Stored items:
======

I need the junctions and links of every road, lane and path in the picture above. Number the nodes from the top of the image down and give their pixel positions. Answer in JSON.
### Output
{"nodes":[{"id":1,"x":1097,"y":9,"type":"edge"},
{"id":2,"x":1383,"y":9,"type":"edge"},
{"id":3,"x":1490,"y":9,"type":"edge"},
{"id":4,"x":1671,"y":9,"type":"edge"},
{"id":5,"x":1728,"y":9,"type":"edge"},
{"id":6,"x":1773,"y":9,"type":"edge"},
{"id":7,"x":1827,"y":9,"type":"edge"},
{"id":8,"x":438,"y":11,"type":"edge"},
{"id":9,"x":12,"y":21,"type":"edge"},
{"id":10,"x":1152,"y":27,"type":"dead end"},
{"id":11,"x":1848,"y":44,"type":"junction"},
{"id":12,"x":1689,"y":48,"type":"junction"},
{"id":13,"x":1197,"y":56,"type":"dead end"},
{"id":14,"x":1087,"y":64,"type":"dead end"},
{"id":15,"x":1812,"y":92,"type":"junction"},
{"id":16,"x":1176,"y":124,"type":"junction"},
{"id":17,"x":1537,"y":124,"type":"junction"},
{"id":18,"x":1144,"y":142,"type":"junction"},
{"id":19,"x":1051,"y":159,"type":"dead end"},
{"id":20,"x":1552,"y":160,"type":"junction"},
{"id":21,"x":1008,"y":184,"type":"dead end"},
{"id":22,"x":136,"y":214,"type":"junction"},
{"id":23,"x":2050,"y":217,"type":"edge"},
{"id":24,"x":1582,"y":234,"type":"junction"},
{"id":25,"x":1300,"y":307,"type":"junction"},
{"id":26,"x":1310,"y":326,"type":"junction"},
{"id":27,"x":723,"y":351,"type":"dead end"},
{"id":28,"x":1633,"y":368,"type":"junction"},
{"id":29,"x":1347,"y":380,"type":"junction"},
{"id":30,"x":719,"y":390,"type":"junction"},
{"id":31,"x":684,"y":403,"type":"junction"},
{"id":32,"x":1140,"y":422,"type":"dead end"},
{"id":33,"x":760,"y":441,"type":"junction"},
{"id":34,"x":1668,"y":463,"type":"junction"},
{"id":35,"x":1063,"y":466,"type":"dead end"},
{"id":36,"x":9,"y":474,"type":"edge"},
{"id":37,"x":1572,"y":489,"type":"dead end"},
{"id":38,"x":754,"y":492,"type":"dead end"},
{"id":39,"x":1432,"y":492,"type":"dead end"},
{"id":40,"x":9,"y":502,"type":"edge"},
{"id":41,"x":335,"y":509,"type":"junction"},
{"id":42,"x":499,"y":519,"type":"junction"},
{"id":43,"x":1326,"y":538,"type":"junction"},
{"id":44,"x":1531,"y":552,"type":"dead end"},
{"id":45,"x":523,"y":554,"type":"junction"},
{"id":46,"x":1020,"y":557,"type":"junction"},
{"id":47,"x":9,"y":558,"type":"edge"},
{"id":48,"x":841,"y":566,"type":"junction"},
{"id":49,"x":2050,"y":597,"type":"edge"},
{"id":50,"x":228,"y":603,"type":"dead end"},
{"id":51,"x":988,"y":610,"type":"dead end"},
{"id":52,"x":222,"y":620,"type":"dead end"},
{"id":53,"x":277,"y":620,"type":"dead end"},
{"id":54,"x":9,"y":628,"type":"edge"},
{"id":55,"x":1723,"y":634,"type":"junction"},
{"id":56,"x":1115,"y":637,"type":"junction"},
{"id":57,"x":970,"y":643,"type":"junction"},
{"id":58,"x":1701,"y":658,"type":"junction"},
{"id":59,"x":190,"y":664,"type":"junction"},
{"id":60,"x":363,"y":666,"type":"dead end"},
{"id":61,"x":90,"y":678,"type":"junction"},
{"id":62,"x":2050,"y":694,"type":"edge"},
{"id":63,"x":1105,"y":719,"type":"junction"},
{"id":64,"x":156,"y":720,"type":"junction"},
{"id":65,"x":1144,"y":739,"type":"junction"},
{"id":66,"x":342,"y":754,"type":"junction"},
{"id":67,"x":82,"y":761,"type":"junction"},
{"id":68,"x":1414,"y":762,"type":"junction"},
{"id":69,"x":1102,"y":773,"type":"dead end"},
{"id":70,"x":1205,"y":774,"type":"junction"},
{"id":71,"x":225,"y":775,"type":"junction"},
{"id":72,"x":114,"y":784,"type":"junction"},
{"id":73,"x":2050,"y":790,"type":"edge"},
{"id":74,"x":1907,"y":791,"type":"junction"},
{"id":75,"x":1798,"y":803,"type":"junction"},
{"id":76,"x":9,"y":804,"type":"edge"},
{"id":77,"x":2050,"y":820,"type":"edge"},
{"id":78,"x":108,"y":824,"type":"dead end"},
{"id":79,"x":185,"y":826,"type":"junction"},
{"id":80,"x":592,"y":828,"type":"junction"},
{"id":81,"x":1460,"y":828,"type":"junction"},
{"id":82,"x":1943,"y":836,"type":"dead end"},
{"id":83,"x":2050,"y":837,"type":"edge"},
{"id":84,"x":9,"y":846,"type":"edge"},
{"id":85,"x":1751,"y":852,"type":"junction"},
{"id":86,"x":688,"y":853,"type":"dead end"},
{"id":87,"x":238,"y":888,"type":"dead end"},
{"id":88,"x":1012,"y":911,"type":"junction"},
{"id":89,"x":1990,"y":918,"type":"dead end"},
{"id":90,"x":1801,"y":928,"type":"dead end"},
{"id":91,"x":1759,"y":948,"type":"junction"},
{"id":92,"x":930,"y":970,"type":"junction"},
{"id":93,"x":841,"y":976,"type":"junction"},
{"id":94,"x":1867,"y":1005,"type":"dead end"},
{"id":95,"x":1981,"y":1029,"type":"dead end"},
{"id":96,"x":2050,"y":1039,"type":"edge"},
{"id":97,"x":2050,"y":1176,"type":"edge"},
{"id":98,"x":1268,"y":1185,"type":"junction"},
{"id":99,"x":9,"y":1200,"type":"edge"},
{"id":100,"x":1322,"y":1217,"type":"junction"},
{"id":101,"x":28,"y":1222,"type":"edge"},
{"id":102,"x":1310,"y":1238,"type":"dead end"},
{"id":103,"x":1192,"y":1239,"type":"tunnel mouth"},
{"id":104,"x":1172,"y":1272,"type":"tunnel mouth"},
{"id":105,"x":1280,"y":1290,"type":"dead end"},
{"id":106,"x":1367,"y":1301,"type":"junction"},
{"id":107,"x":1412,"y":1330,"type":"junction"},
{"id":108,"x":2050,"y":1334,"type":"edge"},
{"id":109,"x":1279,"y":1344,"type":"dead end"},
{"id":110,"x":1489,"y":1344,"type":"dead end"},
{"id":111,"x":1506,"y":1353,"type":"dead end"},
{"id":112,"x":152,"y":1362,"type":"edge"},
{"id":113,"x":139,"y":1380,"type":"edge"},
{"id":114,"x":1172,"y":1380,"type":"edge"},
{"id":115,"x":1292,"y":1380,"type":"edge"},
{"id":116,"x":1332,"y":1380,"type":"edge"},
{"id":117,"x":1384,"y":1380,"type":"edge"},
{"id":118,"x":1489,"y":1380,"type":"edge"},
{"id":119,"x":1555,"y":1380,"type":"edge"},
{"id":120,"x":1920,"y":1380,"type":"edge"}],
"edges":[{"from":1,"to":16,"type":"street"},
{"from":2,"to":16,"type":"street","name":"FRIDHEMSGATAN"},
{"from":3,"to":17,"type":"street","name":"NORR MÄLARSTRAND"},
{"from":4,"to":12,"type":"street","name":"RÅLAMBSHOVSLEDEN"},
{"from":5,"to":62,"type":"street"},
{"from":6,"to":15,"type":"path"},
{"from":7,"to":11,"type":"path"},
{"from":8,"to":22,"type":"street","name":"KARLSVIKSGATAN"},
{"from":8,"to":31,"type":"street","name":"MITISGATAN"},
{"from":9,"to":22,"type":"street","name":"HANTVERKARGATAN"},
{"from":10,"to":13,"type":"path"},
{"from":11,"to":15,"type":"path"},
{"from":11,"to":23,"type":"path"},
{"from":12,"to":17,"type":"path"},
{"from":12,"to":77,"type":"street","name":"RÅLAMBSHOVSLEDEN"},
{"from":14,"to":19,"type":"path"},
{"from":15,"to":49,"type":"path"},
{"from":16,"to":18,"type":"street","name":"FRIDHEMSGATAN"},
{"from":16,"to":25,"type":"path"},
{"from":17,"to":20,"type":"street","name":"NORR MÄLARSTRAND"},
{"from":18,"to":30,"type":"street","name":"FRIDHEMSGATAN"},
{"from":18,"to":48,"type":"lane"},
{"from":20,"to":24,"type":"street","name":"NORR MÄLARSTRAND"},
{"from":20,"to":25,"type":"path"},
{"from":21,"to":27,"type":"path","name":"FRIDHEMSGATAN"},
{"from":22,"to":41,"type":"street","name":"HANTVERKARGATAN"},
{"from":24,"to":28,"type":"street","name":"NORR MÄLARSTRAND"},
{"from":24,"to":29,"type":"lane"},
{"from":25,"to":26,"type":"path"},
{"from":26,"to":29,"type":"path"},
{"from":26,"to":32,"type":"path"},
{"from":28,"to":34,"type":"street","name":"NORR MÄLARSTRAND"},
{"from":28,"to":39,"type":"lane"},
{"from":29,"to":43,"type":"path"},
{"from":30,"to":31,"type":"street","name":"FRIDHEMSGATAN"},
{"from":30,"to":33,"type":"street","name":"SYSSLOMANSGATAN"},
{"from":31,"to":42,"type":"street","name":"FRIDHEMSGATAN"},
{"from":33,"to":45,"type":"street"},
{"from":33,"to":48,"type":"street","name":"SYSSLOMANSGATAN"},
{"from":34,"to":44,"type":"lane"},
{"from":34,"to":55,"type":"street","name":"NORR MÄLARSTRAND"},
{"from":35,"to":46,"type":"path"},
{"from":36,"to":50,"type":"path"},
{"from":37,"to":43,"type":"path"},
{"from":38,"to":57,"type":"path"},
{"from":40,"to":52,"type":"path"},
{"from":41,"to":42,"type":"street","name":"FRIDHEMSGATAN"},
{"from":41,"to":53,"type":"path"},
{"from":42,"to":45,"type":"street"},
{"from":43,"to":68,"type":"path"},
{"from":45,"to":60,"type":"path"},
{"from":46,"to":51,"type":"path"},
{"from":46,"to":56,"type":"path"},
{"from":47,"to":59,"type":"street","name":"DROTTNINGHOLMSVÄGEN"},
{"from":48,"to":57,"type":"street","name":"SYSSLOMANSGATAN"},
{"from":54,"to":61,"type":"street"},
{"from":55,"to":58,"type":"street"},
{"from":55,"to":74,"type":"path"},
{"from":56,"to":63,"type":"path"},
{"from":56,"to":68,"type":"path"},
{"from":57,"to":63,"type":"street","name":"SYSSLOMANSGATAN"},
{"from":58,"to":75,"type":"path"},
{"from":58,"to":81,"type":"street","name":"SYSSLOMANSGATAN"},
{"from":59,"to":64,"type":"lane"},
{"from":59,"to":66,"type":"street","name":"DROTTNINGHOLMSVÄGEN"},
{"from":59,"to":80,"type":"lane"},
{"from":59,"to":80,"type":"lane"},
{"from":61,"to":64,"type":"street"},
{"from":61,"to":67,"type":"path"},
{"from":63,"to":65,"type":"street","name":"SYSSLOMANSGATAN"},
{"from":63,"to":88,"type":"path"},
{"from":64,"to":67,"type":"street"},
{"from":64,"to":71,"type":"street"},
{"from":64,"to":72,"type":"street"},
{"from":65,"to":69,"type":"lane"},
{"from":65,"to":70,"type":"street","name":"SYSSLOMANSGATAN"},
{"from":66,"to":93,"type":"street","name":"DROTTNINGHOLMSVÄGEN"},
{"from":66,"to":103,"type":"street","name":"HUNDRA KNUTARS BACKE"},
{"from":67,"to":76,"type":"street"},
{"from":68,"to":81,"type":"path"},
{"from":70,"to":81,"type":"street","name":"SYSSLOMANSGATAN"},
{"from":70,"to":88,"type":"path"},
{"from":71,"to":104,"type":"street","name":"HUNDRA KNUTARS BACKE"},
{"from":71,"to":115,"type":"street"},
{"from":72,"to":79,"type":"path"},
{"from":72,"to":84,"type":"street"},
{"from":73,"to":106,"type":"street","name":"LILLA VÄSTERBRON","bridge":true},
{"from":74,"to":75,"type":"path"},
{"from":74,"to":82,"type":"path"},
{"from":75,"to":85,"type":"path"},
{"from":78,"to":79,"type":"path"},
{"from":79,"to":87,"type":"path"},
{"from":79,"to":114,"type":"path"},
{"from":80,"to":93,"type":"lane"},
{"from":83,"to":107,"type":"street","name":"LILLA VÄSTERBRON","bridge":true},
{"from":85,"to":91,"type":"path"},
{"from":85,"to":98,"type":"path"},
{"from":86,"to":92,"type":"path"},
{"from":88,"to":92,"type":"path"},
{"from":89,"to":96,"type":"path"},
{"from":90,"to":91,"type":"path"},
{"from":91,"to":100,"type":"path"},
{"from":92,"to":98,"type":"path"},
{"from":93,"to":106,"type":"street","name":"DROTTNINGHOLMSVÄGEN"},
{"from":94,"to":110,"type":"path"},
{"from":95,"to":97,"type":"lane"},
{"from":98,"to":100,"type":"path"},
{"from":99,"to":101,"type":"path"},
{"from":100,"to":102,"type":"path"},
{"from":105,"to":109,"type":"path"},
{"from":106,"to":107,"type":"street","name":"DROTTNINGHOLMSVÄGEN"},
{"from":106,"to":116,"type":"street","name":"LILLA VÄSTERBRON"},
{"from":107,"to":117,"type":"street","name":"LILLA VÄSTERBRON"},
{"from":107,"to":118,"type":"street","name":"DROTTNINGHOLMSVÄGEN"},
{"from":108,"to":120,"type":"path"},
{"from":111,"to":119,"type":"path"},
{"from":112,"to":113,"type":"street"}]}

======

● **Task prompt**:
Could you report how many lines of the entries include the word "RÅLAMBSHOVSLEDEN"? Only the number is needed.

● **Response for this exercise**:
2